HOW TO COMPLETE THIS TASK -> Once the line holding "thumb mcp: (82, 342)" is found in the listing below, write it out and each later line exactly, up to and including the one holding "index tip: (503, 230)".

------------------------------------------------------------

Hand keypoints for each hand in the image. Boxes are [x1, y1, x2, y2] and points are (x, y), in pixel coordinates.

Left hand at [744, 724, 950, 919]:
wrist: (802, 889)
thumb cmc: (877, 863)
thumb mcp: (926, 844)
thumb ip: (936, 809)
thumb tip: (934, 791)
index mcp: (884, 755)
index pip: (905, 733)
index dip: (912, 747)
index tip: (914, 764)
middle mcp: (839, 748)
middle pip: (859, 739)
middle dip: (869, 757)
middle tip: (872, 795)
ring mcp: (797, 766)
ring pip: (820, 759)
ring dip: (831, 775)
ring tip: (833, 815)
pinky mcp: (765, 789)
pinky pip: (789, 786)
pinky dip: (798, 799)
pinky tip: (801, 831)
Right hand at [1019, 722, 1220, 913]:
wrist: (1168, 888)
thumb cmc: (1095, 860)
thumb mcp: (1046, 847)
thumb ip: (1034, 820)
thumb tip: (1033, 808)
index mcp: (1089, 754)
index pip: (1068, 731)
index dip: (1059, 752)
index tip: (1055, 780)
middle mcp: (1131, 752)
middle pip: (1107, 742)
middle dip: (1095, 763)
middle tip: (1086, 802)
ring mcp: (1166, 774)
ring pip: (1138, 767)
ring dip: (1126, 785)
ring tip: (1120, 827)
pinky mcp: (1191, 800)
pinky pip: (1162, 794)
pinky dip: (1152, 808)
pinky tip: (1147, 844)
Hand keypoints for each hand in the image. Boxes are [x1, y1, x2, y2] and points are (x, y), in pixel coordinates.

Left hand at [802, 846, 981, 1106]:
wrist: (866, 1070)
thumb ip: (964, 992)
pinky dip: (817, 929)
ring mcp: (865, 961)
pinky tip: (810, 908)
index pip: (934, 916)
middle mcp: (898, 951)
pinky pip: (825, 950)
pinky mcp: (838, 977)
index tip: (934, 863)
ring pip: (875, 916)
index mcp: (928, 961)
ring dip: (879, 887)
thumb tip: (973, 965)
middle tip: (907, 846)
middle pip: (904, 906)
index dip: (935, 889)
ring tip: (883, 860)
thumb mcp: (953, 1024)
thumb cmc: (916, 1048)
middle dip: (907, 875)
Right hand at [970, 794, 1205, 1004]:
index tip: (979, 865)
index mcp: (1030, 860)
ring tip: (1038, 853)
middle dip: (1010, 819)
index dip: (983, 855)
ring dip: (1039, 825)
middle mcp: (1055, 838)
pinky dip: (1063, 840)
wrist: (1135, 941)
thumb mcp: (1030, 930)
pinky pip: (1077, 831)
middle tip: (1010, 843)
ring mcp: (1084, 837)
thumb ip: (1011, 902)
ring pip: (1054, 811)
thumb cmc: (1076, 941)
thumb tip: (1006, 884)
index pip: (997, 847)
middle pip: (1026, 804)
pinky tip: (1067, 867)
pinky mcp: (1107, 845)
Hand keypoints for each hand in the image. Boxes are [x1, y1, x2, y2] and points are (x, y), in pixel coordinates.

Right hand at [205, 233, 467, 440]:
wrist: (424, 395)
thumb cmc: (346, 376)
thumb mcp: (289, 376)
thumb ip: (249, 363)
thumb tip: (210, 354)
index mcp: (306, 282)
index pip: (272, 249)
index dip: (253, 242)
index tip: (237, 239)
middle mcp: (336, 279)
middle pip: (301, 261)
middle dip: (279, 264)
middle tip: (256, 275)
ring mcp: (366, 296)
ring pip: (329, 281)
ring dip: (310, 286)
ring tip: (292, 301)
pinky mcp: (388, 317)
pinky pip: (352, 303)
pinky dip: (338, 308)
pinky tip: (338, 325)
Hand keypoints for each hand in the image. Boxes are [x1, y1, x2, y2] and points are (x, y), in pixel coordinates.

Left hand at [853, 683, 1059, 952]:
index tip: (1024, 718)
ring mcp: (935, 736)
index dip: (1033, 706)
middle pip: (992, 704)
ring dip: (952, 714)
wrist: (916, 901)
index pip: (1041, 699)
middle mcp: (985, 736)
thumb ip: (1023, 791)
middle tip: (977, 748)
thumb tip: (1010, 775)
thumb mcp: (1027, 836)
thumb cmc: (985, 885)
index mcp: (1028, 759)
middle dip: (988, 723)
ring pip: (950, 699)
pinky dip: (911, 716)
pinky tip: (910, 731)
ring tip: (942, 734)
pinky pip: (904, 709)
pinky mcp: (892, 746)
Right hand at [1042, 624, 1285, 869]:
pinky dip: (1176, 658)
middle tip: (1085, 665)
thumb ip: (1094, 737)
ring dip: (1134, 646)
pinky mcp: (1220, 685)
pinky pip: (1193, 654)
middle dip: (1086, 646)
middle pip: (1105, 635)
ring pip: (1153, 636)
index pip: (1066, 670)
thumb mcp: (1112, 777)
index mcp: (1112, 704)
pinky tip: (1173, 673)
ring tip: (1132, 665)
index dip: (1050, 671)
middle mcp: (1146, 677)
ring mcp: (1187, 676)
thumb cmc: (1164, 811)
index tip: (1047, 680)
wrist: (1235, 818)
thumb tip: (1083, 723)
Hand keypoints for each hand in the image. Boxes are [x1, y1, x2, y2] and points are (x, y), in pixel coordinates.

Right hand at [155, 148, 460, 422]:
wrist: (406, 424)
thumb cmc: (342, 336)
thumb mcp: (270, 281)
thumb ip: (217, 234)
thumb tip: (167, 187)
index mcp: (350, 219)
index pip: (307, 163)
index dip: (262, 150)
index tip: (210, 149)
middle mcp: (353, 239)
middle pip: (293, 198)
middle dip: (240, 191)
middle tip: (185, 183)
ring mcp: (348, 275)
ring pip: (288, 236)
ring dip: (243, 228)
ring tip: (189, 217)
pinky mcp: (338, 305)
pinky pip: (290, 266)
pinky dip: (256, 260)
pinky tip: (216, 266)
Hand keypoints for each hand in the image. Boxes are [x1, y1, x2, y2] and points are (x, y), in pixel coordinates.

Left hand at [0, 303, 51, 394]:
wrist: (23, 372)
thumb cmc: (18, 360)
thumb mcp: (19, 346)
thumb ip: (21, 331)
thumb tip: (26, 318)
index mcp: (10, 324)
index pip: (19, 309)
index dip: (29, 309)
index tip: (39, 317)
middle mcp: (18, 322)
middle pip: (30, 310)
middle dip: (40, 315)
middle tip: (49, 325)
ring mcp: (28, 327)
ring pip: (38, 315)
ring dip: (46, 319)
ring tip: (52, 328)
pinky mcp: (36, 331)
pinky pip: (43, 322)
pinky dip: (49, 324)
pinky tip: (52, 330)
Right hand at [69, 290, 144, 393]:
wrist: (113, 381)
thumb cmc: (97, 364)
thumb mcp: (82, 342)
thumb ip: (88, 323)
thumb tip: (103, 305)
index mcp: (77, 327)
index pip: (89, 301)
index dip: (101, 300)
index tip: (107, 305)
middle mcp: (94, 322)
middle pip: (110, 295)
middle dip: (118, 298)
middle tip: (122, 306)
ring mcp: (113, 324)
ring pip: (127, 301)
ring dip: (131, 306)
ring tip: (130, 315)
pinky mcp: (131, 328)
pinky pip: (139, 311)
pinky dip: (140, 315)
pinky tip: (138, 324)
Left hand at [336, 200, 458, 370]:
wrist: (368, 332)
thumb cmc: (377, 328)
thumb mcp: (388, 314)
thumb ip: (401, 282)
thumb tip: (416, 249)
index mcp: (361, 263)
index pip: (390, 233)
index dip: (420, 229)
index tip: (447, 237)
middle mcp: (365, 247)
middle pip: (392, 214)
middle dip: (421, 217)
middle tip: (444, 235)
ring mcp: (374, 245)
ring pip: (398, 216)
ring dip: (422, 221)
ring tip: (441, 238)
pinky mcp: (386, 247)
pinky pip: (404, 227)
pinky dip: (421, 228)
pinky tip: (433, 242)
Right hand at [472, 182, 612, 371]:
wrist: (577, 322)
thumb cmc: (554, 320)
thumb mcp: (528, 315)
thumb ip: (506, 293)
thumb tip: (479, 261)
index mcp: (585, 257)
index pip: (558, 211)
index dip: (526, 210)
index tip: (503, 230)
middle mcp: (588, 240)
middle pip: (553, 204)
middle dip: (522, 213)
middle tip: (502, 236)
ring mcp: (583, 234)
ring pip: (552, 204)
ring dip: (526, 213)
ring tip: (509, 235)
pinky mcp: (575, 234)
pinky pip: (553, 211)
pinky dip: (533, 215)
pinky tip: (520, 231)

------------------------------------------------------------

ANSWER TO THIS TASK ->
thumb mcp: (82, 342)
thumb ip: (88, 323)
thumb tip: (103, 305)
index mcp: (77, 327)
index pip: (89, 301)
index dip: (101, 300)
index tip: (107, 305)
middle mcp: (94, 322)
middle pip: (110, 295)
middle dip: (118, 298)
middle tip: (122, 306)
ring mcp: (113, 324)
ring pip: (127, 301)
ring dip: (131, 306)
ring tip: (130, 315)
pinky mcp: (131, 328)
pinky pip: (139, 311)
pinky dip: (140, 315)
pinky tip: (138, 324)
Left hand at [336, 200, 458, 370]:
wrist: (368, 332)
thumb cmc: (377, 328)
thumb mcp: (388, 314)
thumb ip: (401, 282)
thumb tip: (416, 249)
index mcp: (361, 263)
index pip: (390, 233)
index dip: (420, 229)
index tip: (447, 237)
middle mcp: (365, 247)
middle pip: (392, 214)
middle dip: (421, 217)
middle tip: (444, 235)
ring mcp: (374, 245)
ring pip: (398, 216)
ring dip: (422, 221)
ring tip: (441, 238)
pinky mcp: (386, 247)
pinky pip: (404, 227)
pinky dip: (421, 228)
pinky tip: (433, 242)
Right hand at [472, 182, 612, 371]:
wrist: (577, 322)
thumb cmc: (554, 320)
thumb mcp: (528, 315)
thumb ip: (506, 293)
thumb tip: (479, 261)
index mcp: (585, 257)
index pip: (558, 211)
index dip: (526, 210)
index tip: (503, 230)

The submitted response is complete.